Recognising the Threat of Environmental Crime
The UN General Assembly adopted a resolution which – for the first time – recognized environmental crime as part of other transnational organized crimes. The adoption signified a major step forward for UN Environment and its partners’ efforts in raising awareness of the growing threat that environmental crime poses to peace and security, sustainable development and environmental rule of law.
It was also recognition of the work UN Environment has undertaken to assess the scale and impacts of environmental crime and in documenting the rise of these crimes. The resolution provides the much needed impetus to move the cooperation agreement INTERPOL and UN Environment forwarded. See the resolution text here.
The European Union recognises UN Environment’s Work on Addressing Environmental Crime
The European Union Parliament recently adopted a resolution on the European Union Action Plan against Wildlife Trafficking. The resolution specifically welcomes UN Environment’s experts’ process to examine and document the current status of knowledge of crimes that have a serious impact on the environment. This process notes that the legal boundaries between different types of environmental crimes are sometimes unclear, which can reduce opportunities for effective prosecution and punishment.
The resolution further acknowledges UN Environment’s ‘Global Judges Programme’ and the ‘Green Customs Initiative’ as models to follow in enhancing Member states judicial, prosecutorial and custom management capacity. Adoption of the resolution follows extensive engagement and consultation between UN Environment and the EU Parliament. A copy of the Resolution can be accessed here.
Combatting Transnational Organised Crime
In a show of solidarity, UN Environment and INTERPOL held a high-level event on environmental crime titled ‘Convergence of Threats: The Rise of Environmental Crime and Implications for Peace, Security and Sustainable Development’ at the 71st session of the UN General Assembly in New York on 23 September, 2016.
In December 2016, UN Environment and INTERPOL published a joint Strategic Report on Environment, Peace and Security titled ‘A Convergence of Threats’. The Strategic Report is available here.
- Abuse of the environment is the fourth largest criminal activity in the world. Worth up to USD 258 billion, it is increasing by five to seven per cent every year and converging with other forms of international crime. It is therefore a growing threat to peace, security and stability.

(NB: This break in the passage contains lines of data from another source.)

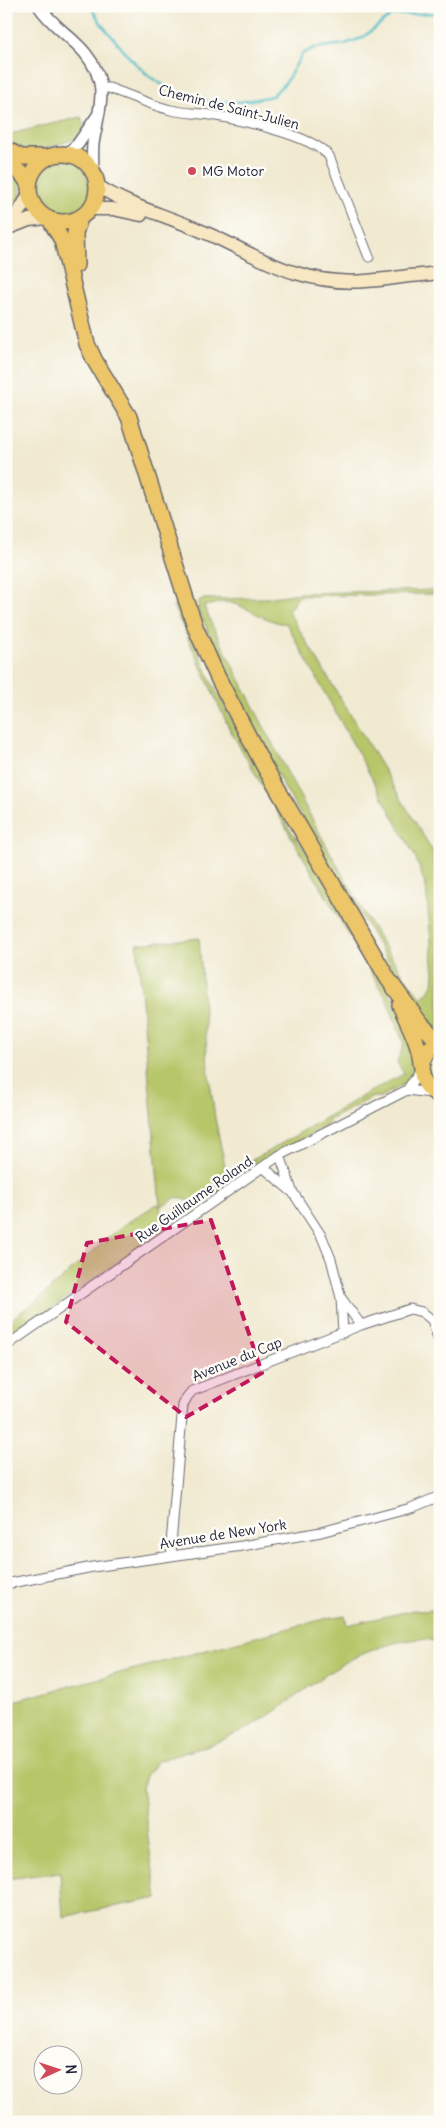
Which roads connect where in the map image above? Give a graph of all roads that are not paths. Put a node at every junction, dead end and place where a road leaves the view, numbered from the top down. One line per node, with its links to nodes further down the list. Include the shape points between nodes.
1 (40, 6): 2 (street, via 51,22 93,64)
2 (101, 88): 3 (street); 15 (street, Chemin de Saint-Julien, via 171,110 259,126 320,147 329,156)
3 (101, 109): 5 (street, via 81,140); 8 (street, via 93,145)
4 (6, 149): 6 (main road, via 22,157)
5 (66, 154): 6 (main road); 8 (main road, via 87,163)
6 (48, 157): 9 (main road, via 34,169)
7 (6, 164): 9 (main road, via 22,174)
8 (96, 178): 10 (main road, via 95,202); 13 (main road, via 126,202)
9 (29, 190): 11 (main road, via 34,207); 12 (main road, via 20,210)
10 (85, 214): 11 (main road, via 70,222); 13 (main road, via 113,209); 19 (main road, via 75,233 74,243)
11 (48, 219): 14 (main road, via 29,220); 19 (main road, via 62,240)
12 (6, 222)
13 (178, 222): 18 (main road, via 268,262 322,280 348,283)
14 (6, 229)
15 (369, 257)
16 (440, 262): 18 (main road)
17 (440, 272): 18 (main road)
18 (411, 276)
19 (78, 307): 20 (main road, via 91,353 131,422 206,654 248,738)
20 (388, 979): 21 (main road, via 420,1022); 22 (main road, via 421,1056)
21 (440, 1039): 22 (main road, via 429,1047)
22 (421, 1067): 23 (street); 24 (main road, via 424,1079)
23 (407, 1090): 24 (street); 25 (street, Rue Guillaume Roland)
24 (437, 1095)
25 (280, 1155): 26 (street, Rue Guillaume Roland); 27 (street)
26 (263, 1167): 27 (street); 32 (street, Rue Guillaume Roland)
27 (292, 1191): 28 (street, via 322,1237 332,1259)
28 (341, 1298): 29 (street); 30 (street)
29 (361, 1325): 30 (street, Avenue du Cap); 31 (street, Avenue du Cap, via 410,1309 422,1312 432,1320)
30 (343, 1333): 34 (street, Avenue du Cap, via 206,1385 187,1397 183,1405)
31 (440, 1344)
32 (6, 1346)
33 (440, 1496): 34 (street, Avenue de New York, via 410,1508 321,1532)
34 (172, 1556): 35 (street, Avenue de New York)
35 (6, 1584)

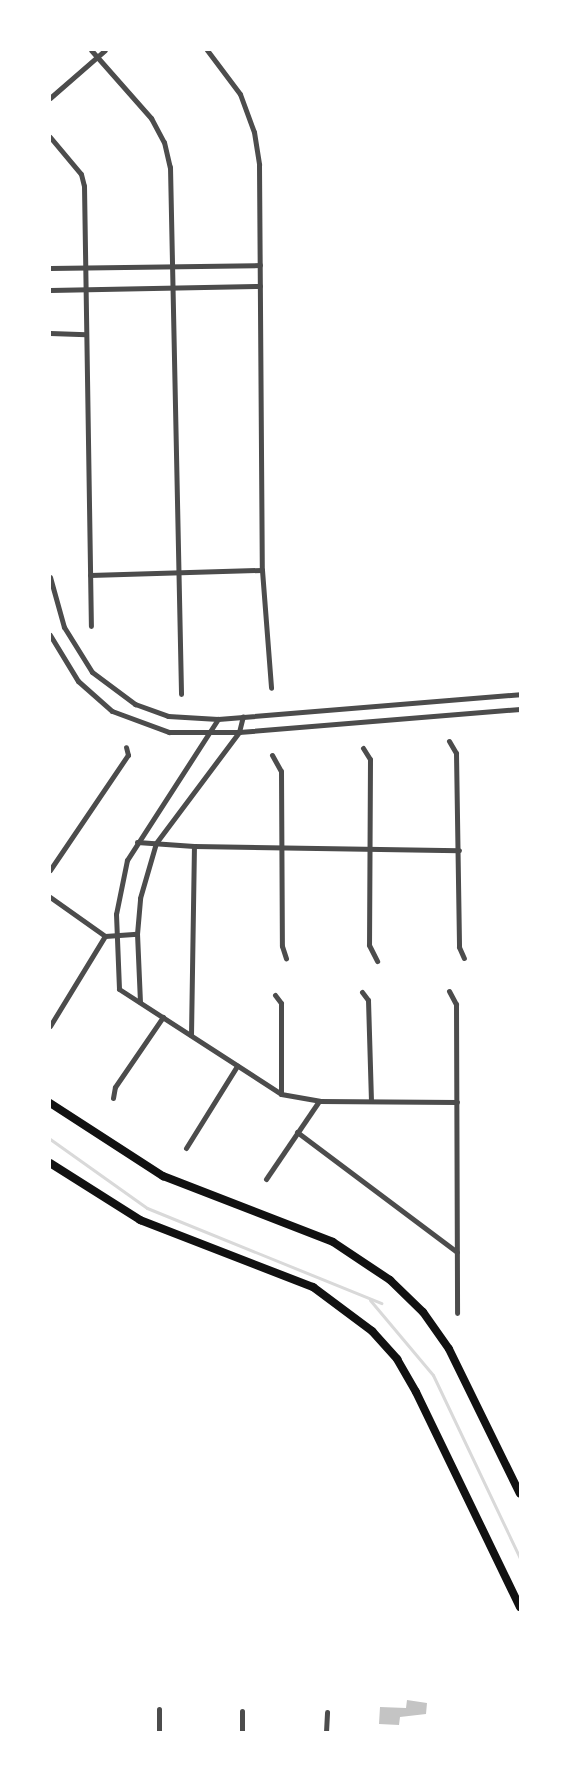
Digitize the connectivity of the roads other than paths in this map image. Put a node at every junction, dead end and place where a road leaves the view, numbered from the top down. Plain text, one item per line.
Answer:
1 (91, 50) edge
2 (105, 50) edge
3 (207, 50) edge
4 (97, 57) junction
5 (50, 98) edge
6 (50, 137) edge
7 (260, 265) junction
8 (171, 267) junction
9 (50, 268) edge
10 (85, 268) junction
11 (260, 286) junction
12 (86, 288) junction
13 (173, 288) junction
14 (50, 290) edge
15 (50, 333) edge
16 (86, 334) junction
17 (262, 570) junction
18 (177, 572) junction
19 (90, 574) junction
20 (50, 577) edge
21 (91, 626) dead end
22 (50, 635) edge
23 (271, 688) dead end
24 (181, 694) dead end
25 (520, 694) edge
26 (520, 709) edge
27 (243, 716) junction
28 (218, 719) junction
29 (239, 732) junction
30 (210, 733) junction
31 (449, 741) dead end
32 (126, 747) dead end
33 (363, 748) dead end
34 (273, 755) dead end
35 (137, 842) junction
36 (156, 843) junction
37 (194, 846) junction
38 (282, 848) junction
39 (371, 849) junction
40 (459, 850) junction
41 (50, 870) edge
42 (50, 897) edge
43 (137, 934) junction
44 (117, 935) junction
45 (105, 936) junction
46 (286, 958) dead end
47 (464, 958) dead end
48 (377, 961) dead end
49 (449, 991) dead end
50 (362, 992) dead end
51 (275, 995) dead end
52 (140, 1002) junction
53 (163, 1017) junction
54 (50, 1026) edge
55 (191, 1035) junction
56 (237, 1066) junction
57 (281, 1094) junction
58 (113, 1098) dead end
59 (319, 1101) junction
60 (371, 1101) junction
61 (457, 1102) junction
62 (50, 1103) edge
63 (297, 1132) junction
64 (186, 1148) dead end
65 (50, 1163) edge
66 (266, 1179) dead end
67 (457, 1252) junction
68 (457, 1313) dead end
69 (520, 1494) edge
70 (520, 1608) edge
71 (159, 1709) dead end
72 (242, 1711) dead end
73 (327, 1712) dead end
74 (159, 1732) edge
75 (242, 1732) edge
76 (326, 1732) edge

1 - 4 street
2 - 4 street
3 - 7 street
4 - 5 street
4 - 8 street
6 - 10 street
7 - 8 street
7 - 11 street
8 - 10 street
8 - 13 street
9 - 10 street
10 - 12 street
11 - 13 street
11 - 17 street
12 - 13 street
12 - 14 street
12 - 16 street
13 - 18 street
15 - 16 street
16 - 19 street
17 - 18 street
17 - 23 street
18 - 19 street
18 - 24 street
19 - 21 street
20 - 28 street
22 - 30 street
25 - 27 street
26 - 29 street
27 - 28 street
27 - 29 street
28 - 30 street
29 - 30 street
29 - 36 street
30 - 35 street
31 - 40 street
32 - 41 street
33 - 39 street
34 - 38 street
35 - 36 street
35 - 44 street
36 - 37 street
36 - 43 street
37 - 38 street
37 - 55 street
38 - 39 street
38 - 46 street
39 - 40 street
39 - 48 street
40 - 47 street
42 - 45 street
43 - 44 street
43 - 52 street
44 - 45 street
44 - 52 street
45 - 54 street
49 - 61 street
50 - 60 street
51 - 57 street
52 - 53 street
53 - 55 street
53 - 58 street
55 - 56 street
56 - 57 street
56 - 64 street
57 - 59 street
59 - 60 street
59 - 63 street
60 - 61 street
61 - 67 street
62 - 69 main road
63 - 66 street
63 - 67 street
65 - 70 main road
67 - 68 street
71 - 74 street
72 - 75 street
73 - 76 street

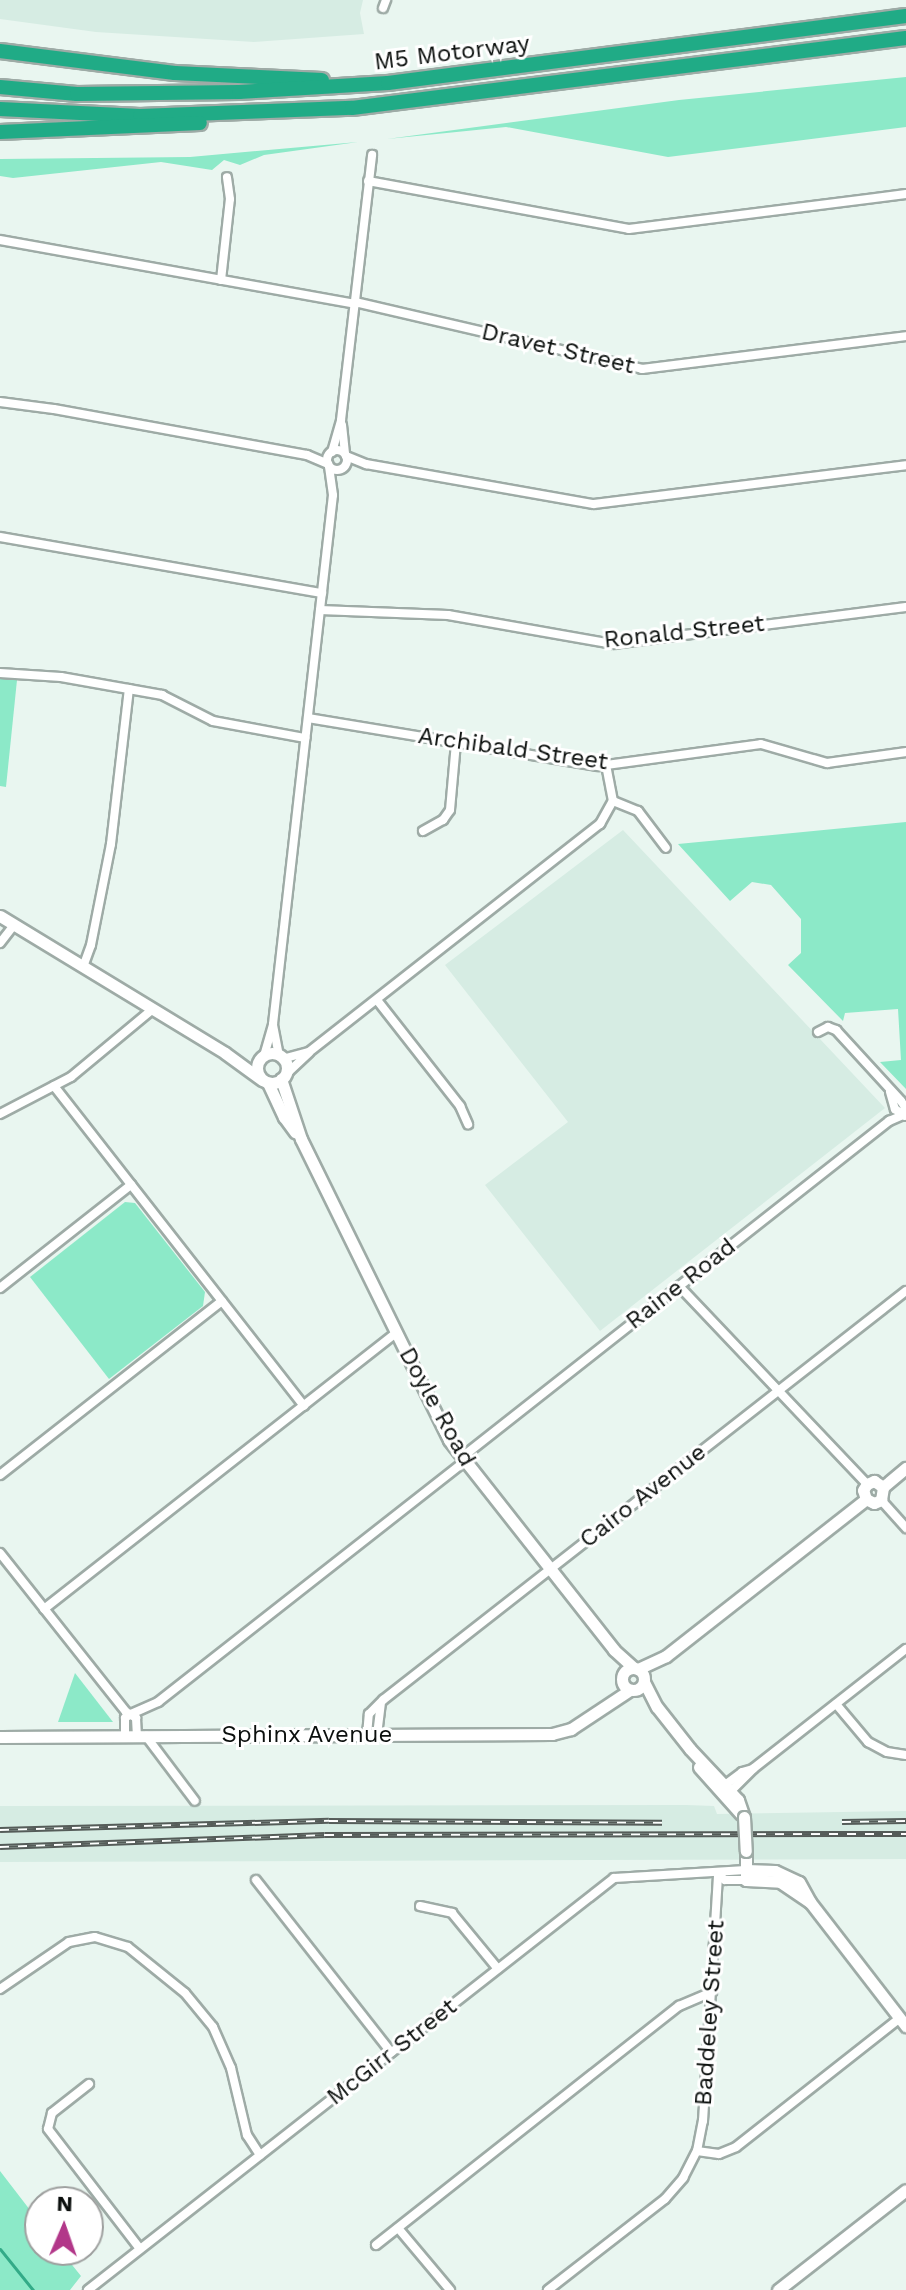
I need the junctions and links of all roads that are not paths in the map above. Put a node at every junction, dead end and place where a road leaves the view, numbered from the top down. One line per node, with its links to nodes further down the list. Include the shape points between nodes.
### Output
1 (906, 16): 4 (highway, M5 Motorway)
2 (906, 38): 6 (highway, M5 Motorway)
3 (0, 51): 4 (highway, via 175,73)
4 (388, 83): 5 (highway, M5 Motorway, via 251,92 77,94)
5 (0, 87)
6 (352, 108): 7 (highway, M5 Motorway, via 140,116); 8 (highway, via 145,128)
7 (0, 109)
8 (0, 132)
9 (372, 155): 11 (street)
10 (227, 177): 14 (street, via 230,199)
11 (368, 181): 12 (street, via 629,229); 15 (street)
12 (906, 194)
13 (0, 240): 14 (street, Dravet Street)
14 (221, 280): 15 (street, Dravet Street)
15 (355, 303): 16 (street, Dravet Street, via 642,369); 18 (street)
16 (906, 336)
17 (0, 402): 20 (street)
18 (341, 420): 19 (street); 21 (street)
19 (331, 452): 20 (street); 21 (street); 23 (street)
20 (307, 455): 23 (street)
21 (345, 455): 22 (street); 25 (street)
22 (366, 464): 24 (street, via 594,504); 25 (street)
23 (329, 465): 25 (street, via 334,470); 26 (street)
24 (906, 465)
25 (344, 467): 26 (street)
26 (333, 495): 28 (street)
27 (0, 537): 28 (street)
28 (322, 593): 30 (street)
29 (906, 607): 30 (street, Ronald Street, via 613,644 448,615)
30 (320, 610): 33 (street)
31 (0, 673): 32 (street)
32 (129, 689): 34 (street, via 169,697 207,720); 44 (street, via 111,844)
33 (308, 718): 34 (street); 35 (street, Archibald Street)
34 (305, 738): 47 (street)
35 (456, 743): 37 (street, Archibald Street); 39 (street, via 450,810)
36 (906, 752): 37 (street, Archibald Street, via 827,763 761,744)
37 (606, 766): 38 (street)
38 (613, 801): 40 (street, via 638,811); 45 (street, via 596,828)
39 (423, 831)
40 (666, 848)
41 (0, 916): 42 (street, Doyle Road)
42 (14, 925): 43 (street); 44 (street, Doyle Road)
43 (0, 943)
44 (83, 967): 46 (street, Doyle Road)
45 (377, 1000): 49 (street); 58 (street, via 460,1106)
46 (153, 1009): 50 (street, Doyle Road); 55 (street)
47 (273, 1024): 51 (street); 52 (street)
48 (818, 1032): 57 (street, via 836,1030 905,1107)
49 (309, 1052): 52 (street); 53 (street)
50 (225, 1053): 51 (street, Doyle Road); 54 (street, Doyle Road)
51 (263, 1057): 52 (street); 54 (street, via 257,1070)
52 (281, 1057): 53 (street, via 286,1068)
53 (282, 1078): 54 (street); 59 (street, Doyle Road)
54 (265, 1081): 59 (street, Doyle Road)
55 (54, 1086): 56 (street); 60 (street)
56 (0, 1114)
57 (905, 1115): 61 (street, Raine Road, via 889,1121)
58 (468, 1124)
59 (301, 1139): 65 (street, Doyle Road)
60 (131, 1185): 62 (street); 64 (street)
61 (679, 1286): 66 (street); 68 (street, Raine Road)
62 (0, 1288)
63 (906, 1291): 66 (street, Cairo Avenue)
64 (222, 1301): 67 (street); 70 (street)
65 (396, 1333): 67 (street); 68 (street, Doyle Road)
66 (778, 1391): 71 (street); 78 (street, Cairo Avenue)
67 (304, 1406): 80 (street)
68 (462, 1460): 78 (street, Doyle Road); 91 (street, Raine Road, via 158,1702)
69 (906, 1468): 72 (street)
70 (0, 1475)
71 (867, 1484): 72 (street, via 874,1481); 73 (street)
72 (883, 1487): 74 (street)
73 (866, 1499): 74 (street); 83 (street)
74 (881, 1500): 75 (street)
75 (906, 1528)
76 (0, 1553): 77 (street)
77 (9, 1564): 79 (street); 80 (street)
78 (549, 1569): 82 (street, Doyle Road); 92 (street, Cairo Avenue, via 381,1703)
79 (0, 1570)
80 (44, 1609): 91 (street)
81 (906, 1649): 89 (street)
82 (614, 1650): 84 (street, Doyle Road); 85 (street, Doyle Road)
83 (666, 1656): 84 (street); 86 (street)
84 (636, 1668): 85 (street); 86 (street)
85 (622, 1676): 87 (street, Doyle Road); 88 (street, Sphinx Avenue)
86 (644, 1682): 87 (street, Sphinx Avenue); 90 (street)
87 (632, 1690): 88 (street, Sphinx Avenue); 90 (street)
88 (605, 1704): 92 (street, Sphinx Avenue, via 571,1729 552,1734)
89 (836, 1704): 95 (street, via 868,1742); 96 (street)
90 (657, 1707): 96 (street)
91 (131, 1714): 93 (street, via 137,1719)
92 (372, 1735): 93 (street, Sphinx Avenue)
93 (136, 1736): 94 (street, Sphinx Avenue); 97 (street)
94 (0, 1737)
95 (906, 1755)
96 (725, 1791): 99 (street, bridge, via 743,1808)
97 (195, 1801)
98 (718, 1874): 99 (street, via 725,1870); 102 (street, McGirr Street, via 614,1878); 104 (street, Baddeley Street)
99 (746, 1875): 105 (street, via 788,1875 803,1887)
100 (256, 1880): 106 (street)
101 (420, 1906): 102 (street, via 452,1913)
102 (498, 1969): 106 (street, McGirr Street)
103 (0, 1989): 109 (street, via 69,1942 95,1937 128,1947 185,1993 213,2027 231,2068 248,2139)
104 (712, 1992): 108 (street, Baddeley Street); 111 (street, via 679,2006)
105 (903, 2022): 108 (street, via 736,2147 719,2154)
106 (391, 2052): 109 (street, McGirr Street)
107 (89, 2084): 113 (street, via 52,2113 48,2129)
108 (697, 2151): 116 (street, via 665,2199)
109 (260, 2155): 113 (street, McGirr Street)
110 (906, 2190): 117 (street)
111 (398, 2228): 112 (street); 115 (street)
112 (376, 2245)
113 (140, 2249): 114 (street, McGirr Street)
114 (88, 2290)
115 (450, 2290)
116 (548, 2290)
117 (778, 2290)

- Environmental crime is a national priority for 80 per cent of countries surveyed in the report.
- More than 60 per cent of countries also reported new crimes or new modi operandi, indicating growing sophistication and adaptation by transnational organized crime groups.
- The link to other criminal activities is of particular interest: 84 per cent of countries surveyed reported a convergence between environmental crime and other serious crimes, including: Corruption (42 per cent) Counterfeiting (39 per cent) Drug trafficking (36 per cent) Cybercrime (23 per cent) Financial crime (17 per cent).
- Project Wisdom: INTERPOL’s Project Wisdom aims to tackle the poaching of elephants and rhinos, as well as the subsequent trafficking of ivory and rhino horns. The project specifically focuses on the criminal activity taking place in Africa. It also supports transcontinental investigations, as ivory and rhino horns are trafficked mainly to Asian countries. Project Wisdom has received funds from the International Fund for Animal Welfare (IFAW), but the bulk of its financing now comes from the Wildcat Foundation.
- Pangolins: As the most trafficked mammals, pangolins have become a highly endangered species. In some regions, they are now extinct while in others, their number is critical with a drop by up to 94 per cent of their population.